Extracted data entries
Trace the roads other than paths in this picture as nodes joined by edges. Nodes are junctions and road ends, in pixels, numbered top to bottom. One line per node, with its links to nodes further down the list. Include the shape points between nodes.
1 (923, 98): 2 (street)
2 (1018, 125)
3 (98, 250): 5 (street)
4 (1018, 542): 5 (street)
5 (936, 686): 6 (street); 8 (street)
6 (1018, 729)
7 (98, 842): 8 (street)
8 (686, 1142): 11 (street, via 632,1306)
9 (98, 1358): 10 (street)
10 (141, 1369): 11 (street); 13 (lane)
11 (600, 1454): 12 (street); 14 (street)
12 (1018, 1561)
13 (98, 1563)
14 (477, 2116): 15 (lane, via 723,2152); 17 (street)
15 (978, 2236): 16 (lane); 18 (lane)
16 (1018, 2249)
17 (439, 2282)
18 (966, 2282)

EXERCISE AIM
Print the data in full, with each line exactly as given.

TASK RESULT
Trace the roads other than paths in this picture as nodes joined by edges. Nodes are junctions and road ends, in pixels, numbered top to bottom. One line per node, with its links to nodes further down the list. Include the shape points between nodes.
1 (923, 98): 2 (street)
2 (1018, 125)
3 (98, 250): 5 (street)
4 (1018, 542): 5 (street)
5 (936, 686): 6 (street); 8 (street)
6 (1018, 729)
7 (98, 842): 8 (street)
8 (686, 1142): 11 (street, via 632,1306)
9 (98, 1358): 10 (street)
10 (141, 1369): 11 (street); 13 (lane)
11 (600, 1454): 12 (street); 14 (street)
12 (1018, 1561)
13 (98, 1563)
14 (477, 2116): 15 (lane, via 723,2152); 17 (street)
15 (978, 2236): 16 (lane); 18 (lane)
16 (1018, 2249)
17 (439, 2282)
18 (966, 2282)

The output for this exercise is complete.